◆ **TASK BRIEF**
Among the entries below, find the lines with the word "CAMINADORA" and return them.

◆ **DATA FOR THIS EXERCISE**

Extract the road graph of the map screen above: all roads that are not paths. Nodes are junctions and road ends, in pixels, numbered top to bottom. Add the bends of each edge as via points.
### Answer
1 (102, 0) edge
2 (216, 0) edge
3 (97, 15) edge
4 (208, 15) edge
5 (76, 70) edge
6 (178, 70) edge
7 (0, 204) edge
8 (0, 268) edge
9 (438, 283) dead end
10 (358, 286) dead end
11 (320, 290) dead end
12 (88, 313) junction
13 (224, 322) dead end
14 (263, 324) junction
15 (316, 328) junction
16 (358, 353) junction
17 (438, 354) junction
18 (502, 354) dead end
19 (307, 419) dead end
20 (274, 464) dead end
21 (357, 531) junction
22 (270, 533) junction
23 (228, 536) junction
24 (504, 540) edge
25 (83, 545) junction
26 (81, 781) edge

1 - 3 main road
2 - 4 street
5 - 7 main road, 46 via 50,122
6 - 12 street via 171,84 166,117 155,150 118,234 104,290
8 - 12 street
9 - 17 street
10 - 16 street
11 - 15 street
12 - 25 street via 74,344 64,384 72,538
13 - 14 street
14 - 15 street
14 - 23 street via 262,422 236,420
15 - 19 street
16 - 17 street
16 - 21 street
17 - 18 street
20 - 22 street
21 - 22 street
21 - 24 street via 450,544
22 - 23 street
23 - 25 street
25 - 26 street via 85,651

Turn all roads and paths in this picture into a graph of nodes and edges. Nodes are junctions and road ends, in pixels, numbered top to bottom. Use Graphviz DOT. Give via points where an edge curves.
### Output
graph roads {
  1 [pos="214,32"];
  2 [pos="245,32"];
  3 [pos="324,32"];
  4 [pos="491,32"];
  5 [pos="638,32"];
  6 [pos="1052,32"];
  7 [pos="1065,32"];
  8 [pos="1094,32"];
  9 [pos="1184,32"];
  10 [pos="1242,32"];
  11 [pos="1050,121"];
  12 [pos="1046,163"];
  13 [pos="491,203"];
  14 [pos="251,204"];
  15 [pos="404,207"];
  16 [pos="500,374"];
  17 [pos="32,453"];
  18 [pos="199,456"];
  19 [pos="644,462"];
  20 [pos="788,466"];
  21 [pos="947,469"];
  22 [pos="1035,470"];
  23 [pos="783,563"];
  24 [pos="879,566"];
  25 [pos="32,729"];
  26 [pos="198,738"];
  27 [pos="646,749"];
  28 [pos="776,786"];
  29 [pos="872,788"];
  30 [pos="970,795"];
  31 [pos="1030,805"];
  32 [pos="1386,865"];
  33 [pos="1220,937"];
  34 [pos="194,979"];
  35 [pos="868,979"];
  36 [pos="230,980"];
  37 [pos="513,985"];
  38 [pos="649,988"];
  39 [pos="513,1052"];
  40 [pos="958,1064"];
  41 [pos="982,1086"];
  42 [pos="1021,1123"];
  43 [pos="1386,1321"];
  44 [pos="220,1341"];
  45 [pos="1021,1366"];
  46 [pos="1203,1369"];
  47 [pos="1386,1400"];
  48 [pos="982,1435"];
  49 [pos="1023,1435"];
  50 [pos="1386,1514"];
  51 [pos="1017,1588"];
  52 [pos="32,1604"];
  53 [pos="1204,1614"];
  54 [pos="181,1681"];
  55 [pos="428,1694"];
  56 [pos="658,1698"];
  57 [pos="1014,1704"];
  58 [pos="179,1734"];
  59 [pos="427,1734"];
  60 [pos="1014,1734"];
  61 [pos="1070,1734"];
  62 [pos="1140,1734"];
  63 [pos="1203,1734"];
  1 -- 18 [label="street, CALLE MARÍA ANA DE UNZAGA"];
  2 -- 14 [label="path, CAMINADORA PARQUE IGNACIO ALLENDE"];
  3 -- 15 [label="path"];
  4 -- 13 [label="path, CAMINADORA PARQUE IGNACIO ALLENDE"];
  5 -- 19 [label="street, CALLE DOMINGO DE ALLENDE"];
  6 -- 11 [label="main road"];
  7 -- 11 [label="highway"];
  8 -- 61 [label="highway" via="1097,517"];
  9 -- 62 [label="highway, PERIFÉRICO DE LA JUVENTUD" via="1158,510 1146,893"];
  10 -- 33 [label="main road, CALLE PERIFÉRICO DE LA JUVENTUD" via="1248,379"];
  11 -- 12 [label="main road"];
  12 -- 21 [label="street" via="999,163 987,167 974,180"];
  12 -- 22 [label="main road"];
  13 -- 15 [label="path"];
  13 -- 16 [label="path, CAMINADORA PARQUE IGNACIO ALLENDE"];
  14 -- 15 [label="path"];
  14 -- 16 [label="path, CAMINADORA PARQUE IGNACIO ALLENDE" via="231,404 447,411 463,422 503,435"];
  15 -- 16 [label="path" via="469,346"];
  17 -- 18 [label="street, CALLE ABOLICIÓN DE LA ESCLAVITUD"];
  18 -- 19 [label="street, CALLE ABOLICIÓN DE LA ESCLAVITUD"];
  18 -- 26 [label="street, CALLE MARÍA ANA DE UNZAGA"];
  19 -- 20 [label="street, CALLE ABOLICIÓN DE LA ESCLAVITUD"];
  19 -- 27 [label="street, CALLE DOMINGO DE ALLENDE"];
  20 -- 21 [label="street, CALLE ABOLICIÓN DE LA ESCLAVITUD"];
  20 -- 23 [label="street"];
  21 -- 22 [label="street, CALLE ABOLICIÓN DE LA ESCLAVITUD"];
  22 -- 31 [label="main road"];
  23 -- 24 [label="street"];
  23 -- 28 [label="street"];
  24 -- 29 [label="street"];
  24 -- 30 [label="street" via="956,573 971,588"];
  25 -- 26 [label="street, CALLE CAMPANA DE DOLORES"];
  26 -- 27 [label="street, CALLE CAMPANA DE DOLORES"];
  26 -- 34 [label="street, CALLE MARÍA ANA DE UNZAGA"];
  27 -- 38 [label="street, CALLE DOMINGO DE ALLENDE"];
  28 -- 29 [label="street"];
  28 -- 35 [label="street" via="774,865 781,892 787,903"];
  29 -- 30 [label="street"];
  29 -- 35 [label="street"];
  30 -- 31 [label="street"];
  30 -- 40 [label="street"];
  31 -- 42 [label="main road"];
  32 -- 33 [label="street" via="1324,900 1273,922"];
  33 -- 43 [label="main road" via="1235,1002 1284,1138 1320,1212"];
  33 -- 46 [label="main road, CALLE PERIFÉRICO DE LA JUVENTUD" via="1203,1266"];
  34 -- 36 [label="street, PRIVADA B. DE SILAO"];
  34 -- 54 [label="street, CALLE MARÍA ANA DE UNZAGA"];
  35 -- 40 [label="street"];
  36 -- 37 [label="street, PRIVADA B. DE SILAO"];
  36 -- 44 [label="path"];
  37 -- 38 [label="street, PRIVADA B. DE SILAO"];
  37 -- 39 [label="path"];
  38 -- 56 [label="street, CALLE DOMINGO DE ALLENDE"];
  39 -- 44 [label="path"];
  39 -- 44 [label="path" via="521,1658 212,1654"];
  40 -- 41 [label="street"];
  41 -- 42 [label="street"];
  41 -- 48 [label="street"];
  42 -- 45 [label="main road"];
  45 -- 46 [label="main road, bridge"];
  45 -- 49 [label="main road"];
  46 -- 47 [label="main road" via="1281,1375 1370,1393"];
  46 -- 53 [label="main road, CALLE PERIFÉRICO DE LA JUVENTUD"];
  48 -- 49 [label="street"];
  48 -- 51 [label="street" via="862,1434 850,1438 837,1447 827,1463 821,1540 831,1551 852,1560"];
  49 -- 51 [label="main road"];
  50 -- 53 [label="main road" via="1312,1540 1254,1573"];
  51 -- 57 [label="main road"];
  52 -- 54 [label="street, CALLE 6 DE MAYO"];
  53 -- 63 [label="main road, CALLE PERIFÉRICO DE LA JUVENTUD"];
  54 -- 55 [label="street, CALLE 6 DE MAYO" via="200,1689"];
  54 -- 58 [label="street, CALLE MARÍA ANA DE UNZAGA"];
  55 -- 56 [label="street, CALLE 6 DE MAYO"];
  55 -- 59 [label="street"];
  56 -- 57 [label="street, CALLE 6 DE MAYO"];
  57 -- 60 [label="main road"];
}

◆ **RESPONSE TO THIS TASK**
  2 -- 14 [label="path, CAMINADORA PARQUE IGNACIO ALLENDE"];
  4 -- 13 [label="path, CAMINADORA PARQUE IGNACIO ALLENDE"];
  13 -- 16 [label="path, CAMINADORA PARQUE IGNACIO ALLENDE"];
  14 -- 16 [label="path, CAMINADORA PARQUE IGNACIO ALLENDE" via="231,404 447,411 463,422 503,435"];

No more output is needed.